Extended Data Figure 5: Forced expression of FOXO1 does not induce apoptosis, senescence, autophagy or energy distress in cultured ECs.

a, Immunoblot analysis and quantification of FOXO1 protein levels in AdCTL and AdFOXO1^CA–Flag transduced HUVECs (n = 20). b, ATP levels in ECs 24 h after transduction with AdCTL or AdFOXO1^CA (n = 7). c, Western blot images and quantification of AdCTL- or AdFOXO1^CA–Flag-transduced HUVECs showing that FOXO1^CA does not alter the phosphorylation of AMPKα (Thr 172) or of its substrate ACC (Ser 79).

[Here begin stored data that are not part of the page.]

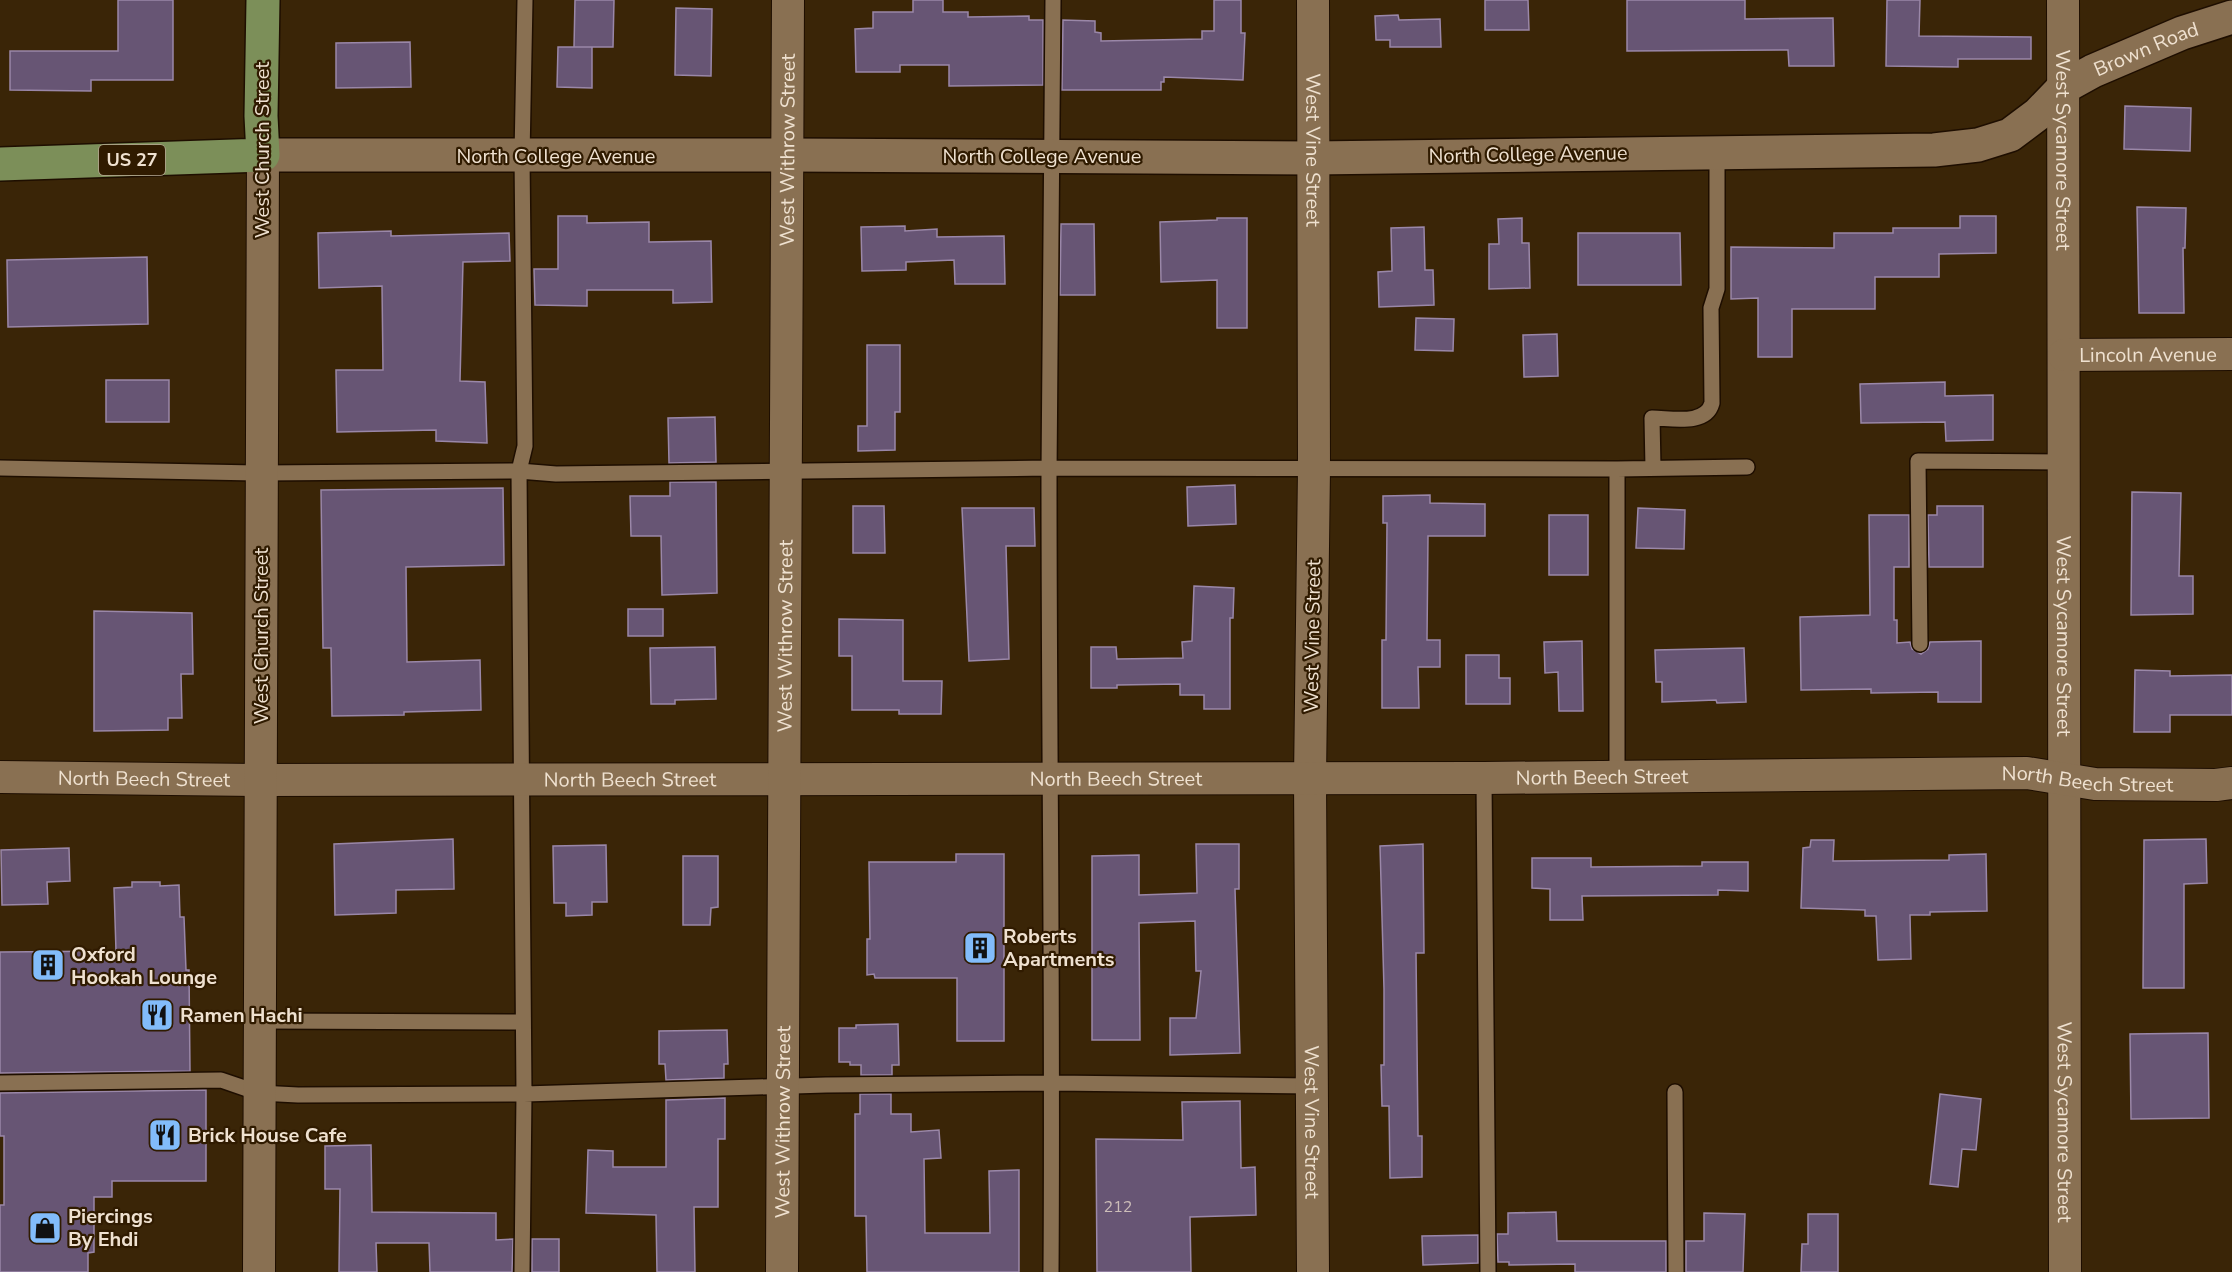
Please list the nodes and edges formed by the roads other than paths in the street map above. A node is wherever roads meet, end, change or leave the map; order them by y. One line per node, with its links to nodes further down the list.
1 (263, 0): 10 (highway, West Church Street)
2 (525, 0): 12 (lane)
3 (788, 0): 11 (street, West Withrow Street)
4 (1053, 0): 13 (lane)
5 (1313, 0): 14 (street, West Vine Street)
6 (2063, 0): 8 (street, West Sycamore Street)
7 (2232, 17): 8 (street, Brown Road)
8 (2064, 87): 9 (street, North College Avenue); 17 (street, West Sycamore Street)
9 (1717, 151): 14 (street, North College Avenue); 22 (lane)
10 (263, 155): 12 (street, North College Avenue); 15 (highway, North College Avenue / US 27); 27 (street, West Church Street)
11 (788, 155): 12 (street, North College Avenue); 13 (street, North College Avenue); 25 (street, West Withrow Street)
12 (522, 156): 26 (lane)
13 (1053, 156): 14 (street, North College Avenue); 21 (lane)
14 (1313, 158): 23 (street, West Vine Street)
15 (0, 164)
16 (2232, 354): 17 (street, Lincoln Avenue)
17 (2064, 355): 18 (street, West Sycamore Street)
18 (2064, 462): 28 (lane); 36 (street, West Sycamore Street)
19 (1747, 467): 22 (lane)
20 (0, 468): 27 (lane)
21 (1049, 468): 23 (lane); 25 (lane); 31 (lane)
22 (1653, 468): 24 (lane)
23 (1314, 469): 24 (lane); 32 (street, West Vine Street)
24 (1617, 469): 30 (lane)
25 (787, 470): 26 (lane); 35 (street, West Withrow Street)
26 (519, 471): 27 (lane); 34 (lane)
27 (262, 473): 37 (street, West Church Street)
28 (1920, 644)
29 (0, 777): 37 (street, North Beech Street)
30 (1617, 777): 33 (street, North Beech Street); 36 (street, North Beech Street)
31 (1049, 778): 32 (street, North Beech Street); 35 (street, North Beech Street); 42 (lane)
32 (1310, 778): 33 (street, North Beech Street); 44 (street, West Vine Street)
33 (1484, 778): 53 (lane)
34 (520, 779): 35 (street, North Beech Street); 37 (street, North Beech Street); 40 (lane)
35 (785, 779): 43 (street, West Withrow Street)
36 (2064, 779): 38 (street, North Beech Street); 55 (street, West Sycamore Street)
37 (260, 780): 39 (street, West Church Street)
38 (2232, 783)
39 (260, 1022): 40 (lane); 46 (street, West Church Street)
40 (523, 1022): 47 (lane)
41 (0, 1083): 46 (lane)
42 (1052, 1083): 43 (lane); 44 (lane); 51 (lane)
43 (784, 1085): 47 (lane); 50 (street, West Withrow Street)
44 (1312, 1086): 52 (street, West Vine Street)
45 (1675, 1092): 54 (lane)
46 (259, 1093): 47 (lane); 48 (street, West Church Street)
47 (524, 1094): 49 (lane)
48 (259, 1272)
49 (522, 1272)
50 (782, 1272)
51 (1050, 1272)
52 (1313, 1272)
53 (1488, 1272)
54 (1676, 1272)
55 (2065, 1272)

Oligomycin (Oligo), positive control. TUB, tubulin. n = 10. d, Western blotting of AdCTL- or AdFOXO1^CA–Flag-transduced HUVECs illustrating that overexpression of FOXO1^CA does not induce apoptotic cell death. Cleaved caspase3 (CASP3) and PARP served as markers of apoptosis. Cycloheximide (CHX) and TNF-α (TNF) costimulation, positive control. e, Analysis of senescence-associated genes by microarray demonstrating that senescence markers were not significantly changed or even downregulated in FOXO1^CA-overexpressing ECs. n = 3. f, Images of β-galactosidase stainings in AdCTL- and AdFOXO1^CA-transduced HUVECs showing no increase in senescence-associated β-galactosidase activity (SABG). g, Densitometric quantification of the LC3-II to LC3-I ratio in AdCTL- or AdFOXO1^CA-transduced HUVECs (n = 10). h, Immunofluorescence analysis of AdCTL- and AdFOXO1^CA-transduced HUVECs (both coexpressing GFP) using LC3 and GFP antibodies. Chloroquine (CQ), positive control. DAPI, endothelial nuclei. Data in a–c, e and g represent mean ± s.d. Two-tailed unpaired t-test. *P < 0.05; ****P < 0.0001; NS, not significant.